▼
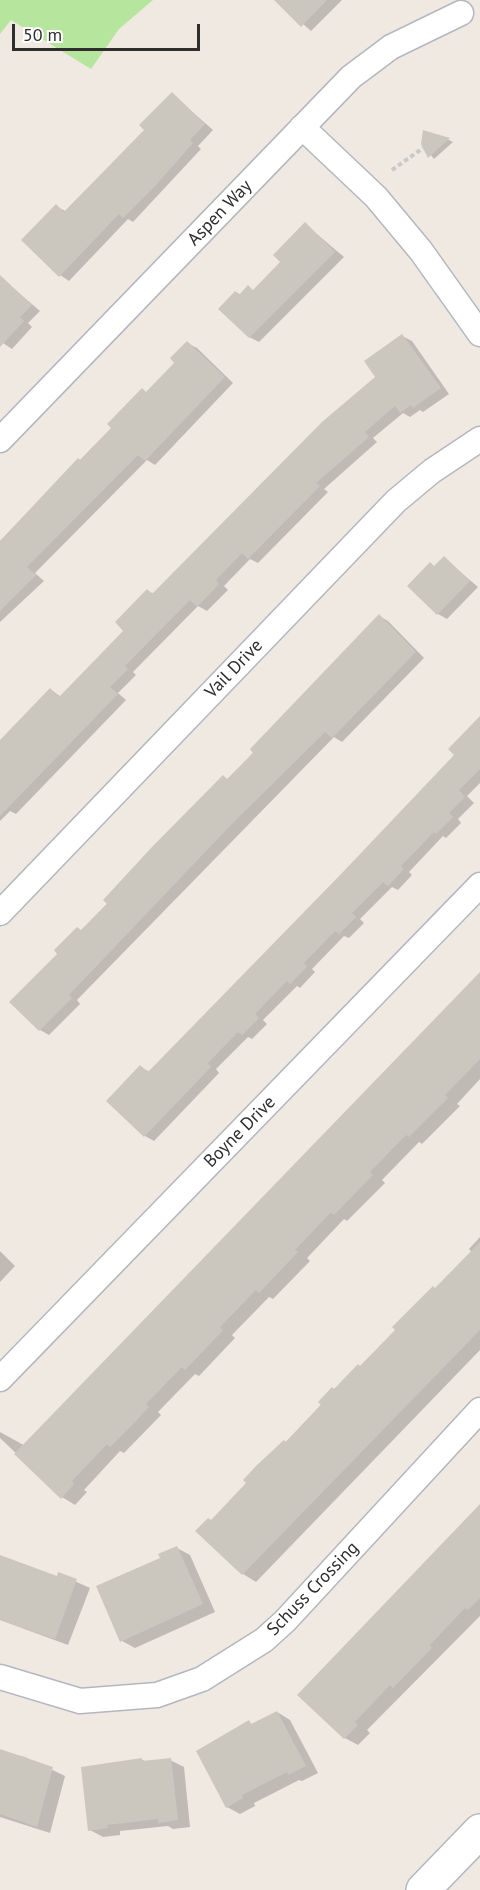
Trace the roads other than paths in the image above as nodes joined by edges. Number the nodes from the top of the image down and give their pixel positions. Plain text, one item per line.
1 (461, 13) dead end
2 (302, 127) junction
3 (480, 334) edge
4 (480, 439) edge
5 (0, 440) edge
6 (480, 885) edge
7 (0, 913) edge
8 (0, 1379) edge
9 (480, 1410) edge
10 (0, 1677) edge
11 (480, 1831) edge
12 (423, 1890) edge

1 - 2 street, Aspen Way
2 - 3 street
2 - 5 street, Aspen Way
4 - 7 street, Vail Drive
6 - 8 street, Boyne Drive
9 - 10 street, Schuss Crossing
11 - 12 street

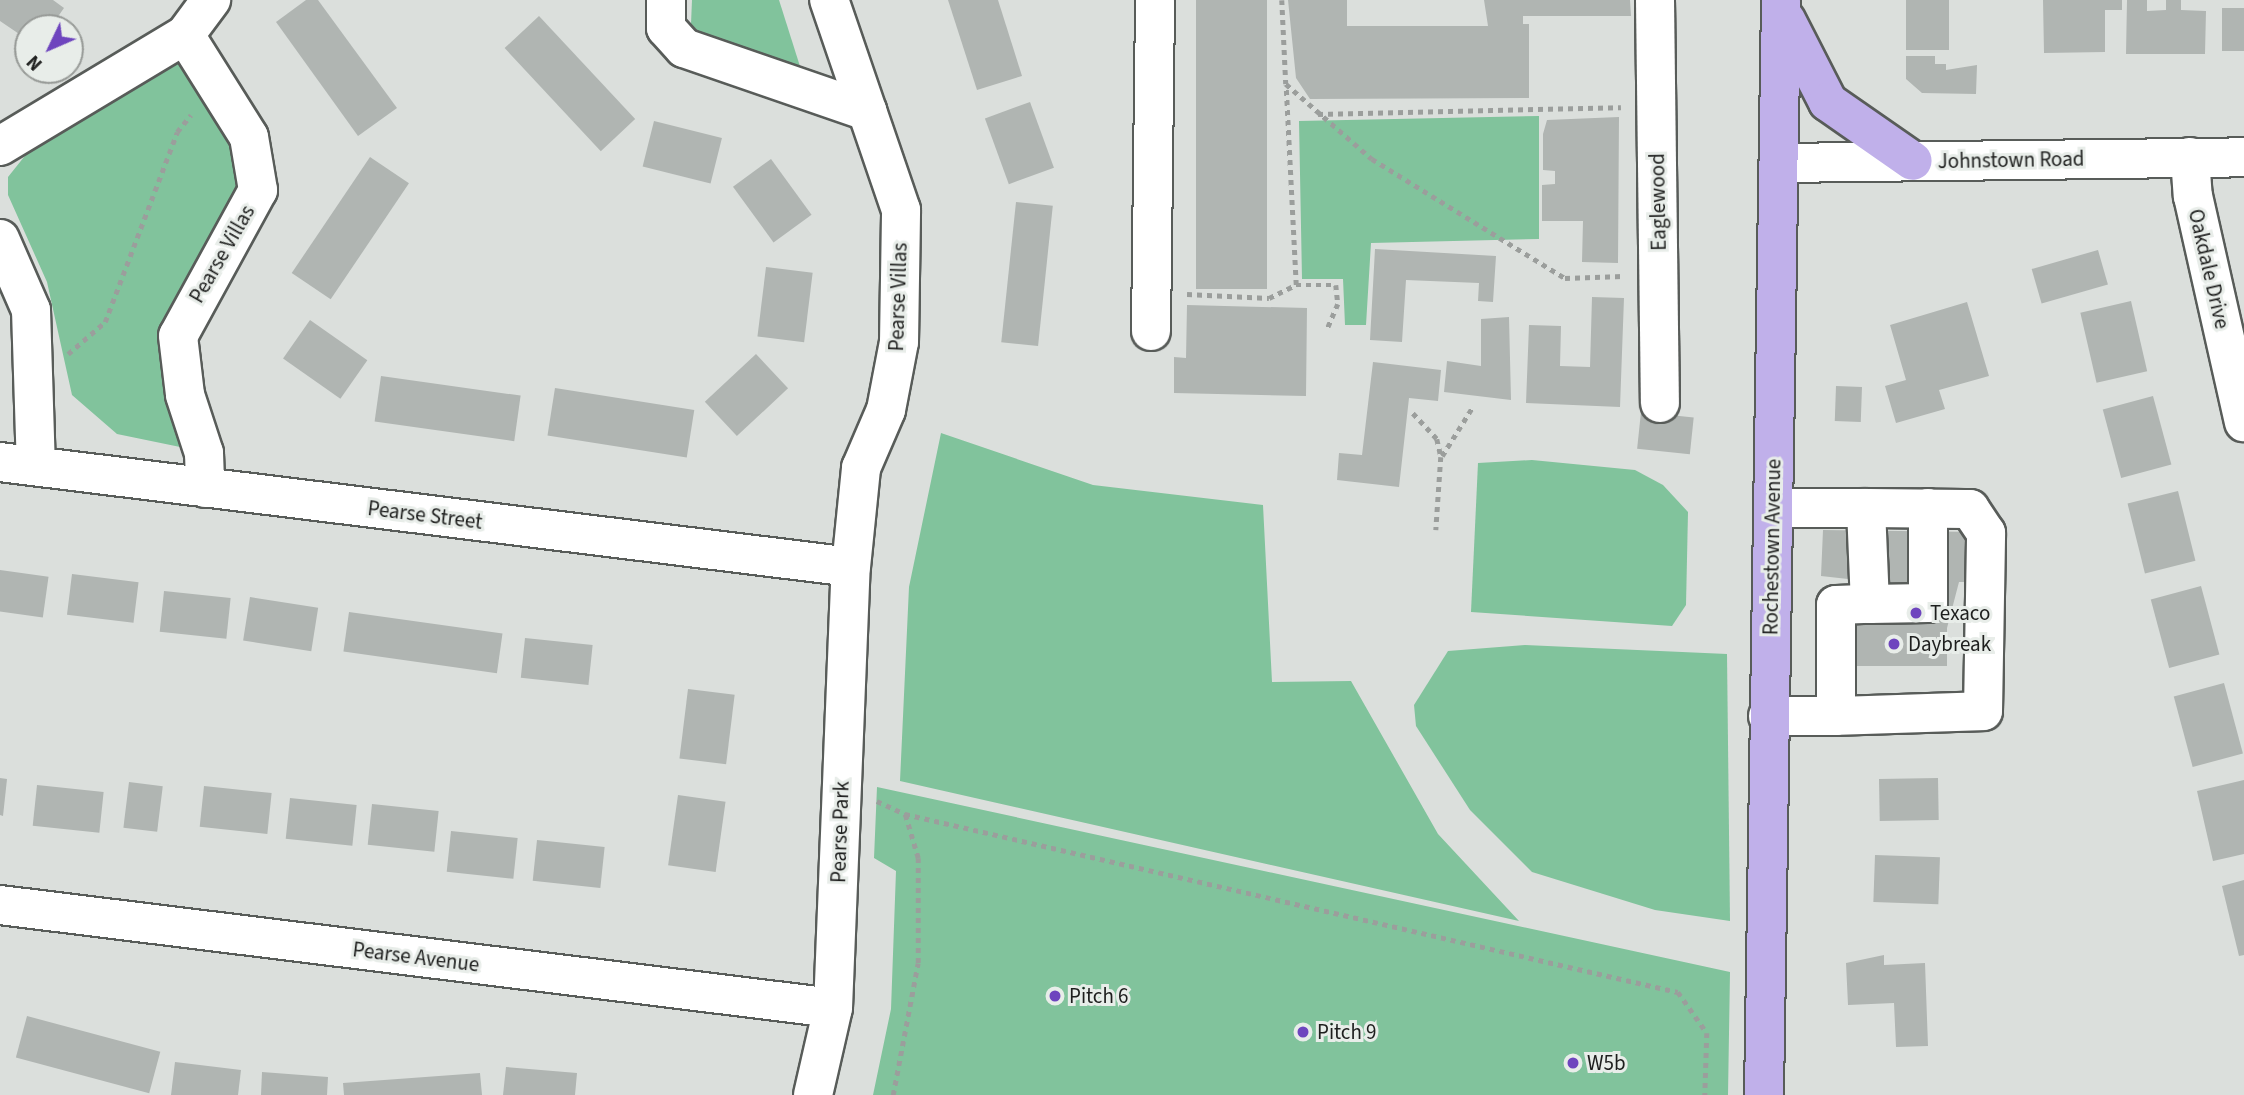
▲
Output, word for word, the full listing above, with no pictures.

Result of this task:
Trace the roads other than paths in the image above as nodes joined by edges. Number the nodes from the top of the image down and give their pixel positions. Plain text, one item per line.
1 (461, 13) dead end
2 (302, 127) junction
3 (480, 334) edge
4 (480, 439) edge
5 (0, 440) edge
6 (480, 885) edge
7 (0, 913) edge
8 (0, 1379) edge
9 (480, 1410) edge
10 (0, 1677) edge
11 (480, 1831) edge
12 (423, 1890) edge

1 - 2 street, Aspen Way
2 - 3 street
2 - 5 street, Aspen Way
4 - 7 street, Vail Drive
6 - 8 street, Boyne Drive
9 - 10 street, Schuss Crossing
11 - 12 street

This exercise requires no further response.